> _Exercise objective_
Repeat the data exactly, leaving out any image.

> _Available records_
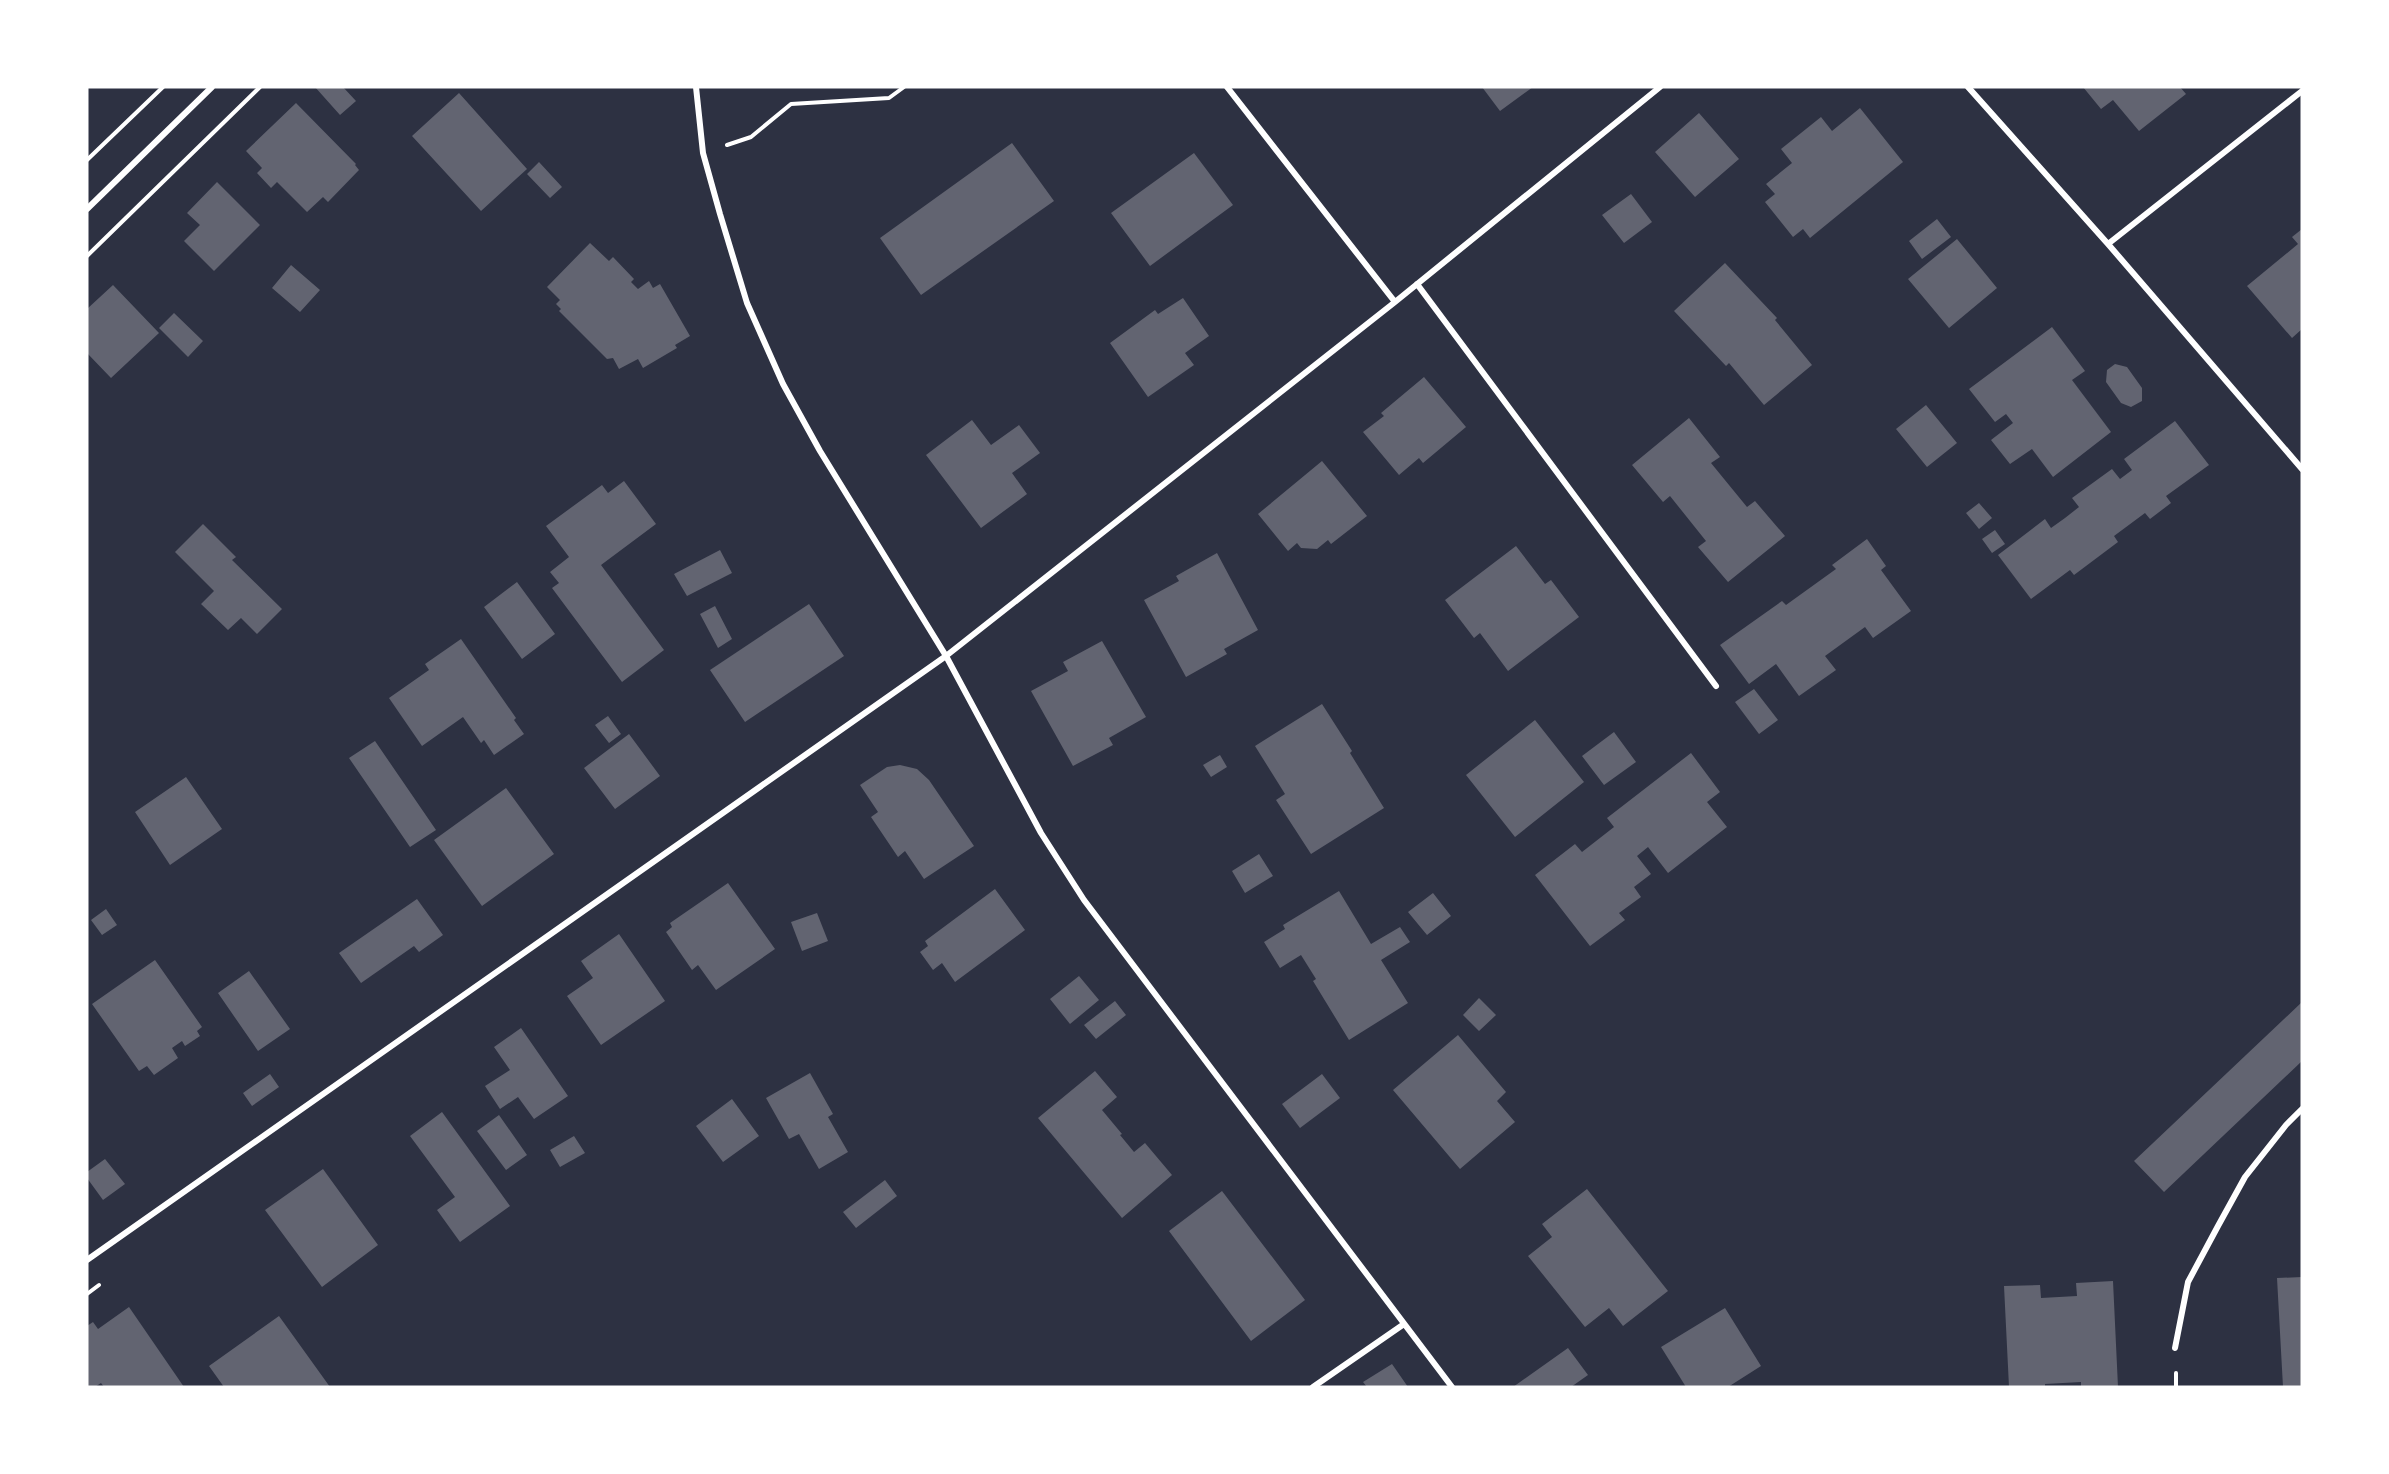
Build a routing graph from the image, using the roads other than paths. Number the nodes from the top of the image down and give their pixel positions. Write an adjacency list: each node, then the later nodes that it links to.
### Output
1 (212, 87): 7 (street)
2 (696, 87): 12 (street)
3 (1227, 87): 10 (street)
4 (1660, 87): 9 (street)
5 (1968, 87): 8 (street)
6 (2302, 91): 8 (street)
7 (87, 209)
8 (2108, 244): 11 (street)
9 (1417, 284): 10 (street); 13 (street)
10 (1395, 302): 12 (street)
11 (2302, 470)
12 (946, 656): 15 (street); 16 (street)
13 (1716, 686)
14 (2302, 1109): 17 (street)
15 (87, 1260)
16 (1404, 1324): 18 (street); 19 (street)
17 (2175, 1348)
18 (1313, 1387)
19 (1452, 1387)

> _Answer section_
Build a routing graph from the image, using the roads other than paths. Number the nodes from the top of the image down and give their pixel positions. Write an adjacency list: each node, then the later nodes that it links to.
### Output
1 (212, 87): 7 (street)
2 (696, 87): 12 (street)
3 (1227, 87): 10 (street)
4 (1660, 87): 9 (street)
5 (1968, 87): 8 (street)
6 (2302, 91): 8 (street)
7 (87, 209)
8 (2108, 244): 11 (street)
9 (1417, 284): 10 (street); 13 (street)
10 (1395, 302): 12 (street)
11 (2302, 470)
12 (946, 656): 15 (street); 16 (street)
13 (1716, 686)
14 (2302, 1109): 17 (street)
15 (87, 1260)
16 (1404, 1324): 18 (street); 19 (street)
17 (2175, 1348)
18 (1313, 1387)
19 (1452, 1387)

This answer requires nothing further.